Jesus Christ prays for us, prays in us, is prayed to by us.

In his commentary on the psalms, Saint Augustine invites us to reflect on the nature of prayer in the light of the Incarnation. Christ, he says, prays for us, prays in us, and is the one to whom we pray. This threefold pattern expresses the deep mystery of how Christ, as both God and man, draws us into communion with the Father.

At the centre of Augustine’s reflection is the conviction that Christ is inseparably united to his Church. Christ is the Head; the Church is his Body. Together, they form one person, what Augustine elsewhere calls the Totus Christus – the whole Christ. This means that the voice of the Church in prayer is the voice of Christ; and the voice of Christ, especially in the Psalms, is the voice of his Body. We speak to God in him, and he speaks to God in us.

This helps explain the wide range of expressions we encounter in the Psalms – some joyful, some confused, others desperate or afraid. When Christ speaks through the Psalms, he gives voice not only to his own suffering and obedience, but to the full range of human experience. He prays in the weakness of our flesh. He prays as one of us. This is not something to be glossed over or ‘explained away’. Augustine warns us against trying to filter out what seems unworthy of God – sighs, sorrows, and cries for help – as though the Word made flesh would be diminished by sharing in our condition.

This is exactly what the Incarnation means: that the eternal Son of God took on a full human nature, including its vulnerability and dependence. In assuming human nature, he sanctified all of it – including our prayer. So, when he cries out in the words of the Psalmist, ‘My God, my God, why have you forsaken me?’ this is not a contradiction of his divinity, but a mark of his solidarity with us.

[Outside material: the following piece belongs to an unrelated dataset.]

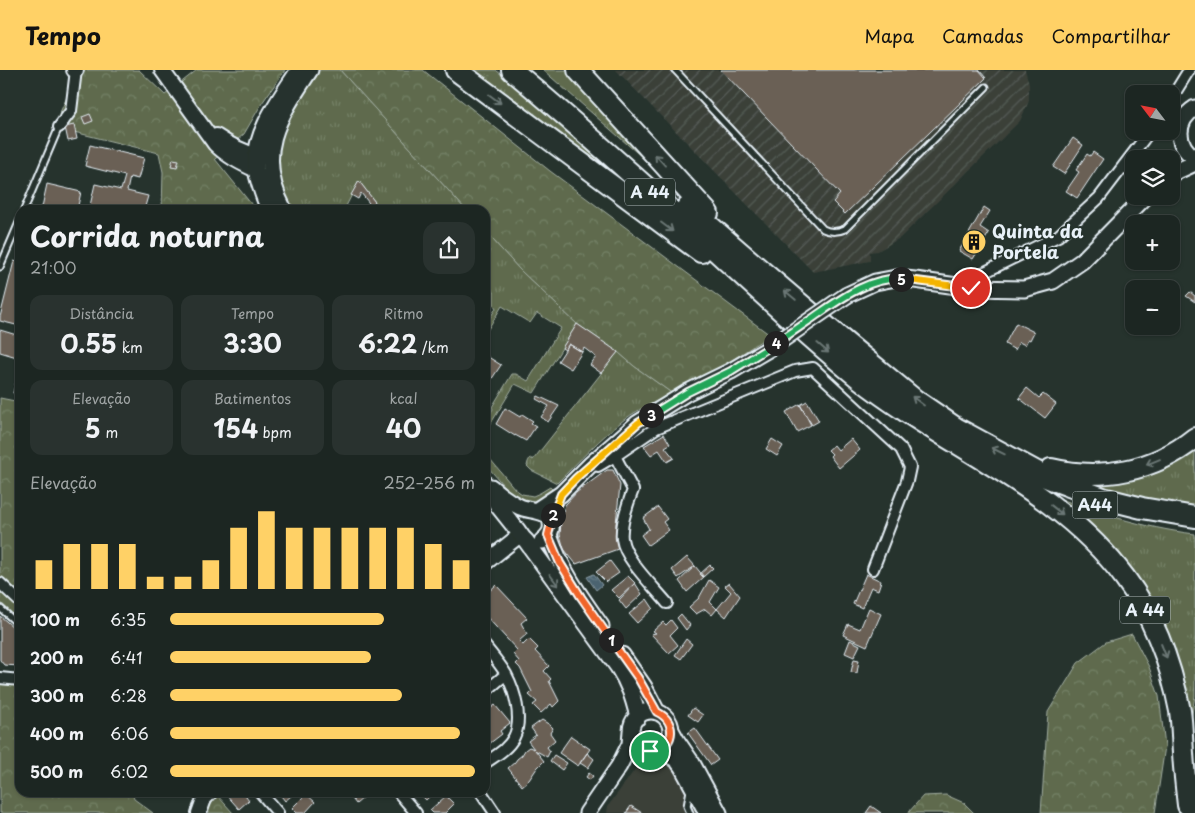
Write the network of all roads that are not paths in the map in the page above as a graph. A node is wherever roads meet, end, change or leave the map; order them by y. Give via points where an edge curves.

Augustine also reminds us that prayer is not a one-way act. Christ not only speaks our prayers but remains the object of our worship. As God, he receives the prayer of his Church; as man, he offers the perfect prayer to the Father. When we pray, we do so in him, because he is the Mediator through whom we have access to the Father. His humanity becomes the place of encounter between human longing and divine grace.

This is why the Church prays the Psalms as her own. In them, Christ prays on behalf of all humanity, and all humanity finds its voice in Christ. The Psalms, for Augustine, are not simply ancient texts; they are the living breath of the Church, expressing the faith, hope, and sorrow of a people united to their crucified and risen Lord.

For Lent, this reading offers a powerful reflection. We are reminded that when we kneel in prayer, we are never alone. Christ is praying in us. When we find ourselves overwhelmed, inarticulate, or unsure how to speak to God, Augustine points us to the Psalms and to Christ, who continues to speak on our behalf. The one who once sighed, wept, and cried out now intercedes for us, and unites our small prayers to his eternal one.

In prayer, we are caught up into Christ’s own relationship with the Father. Through him, with him, and in him, we speak and are heard. And through his Spirit, our words are shaped into his own.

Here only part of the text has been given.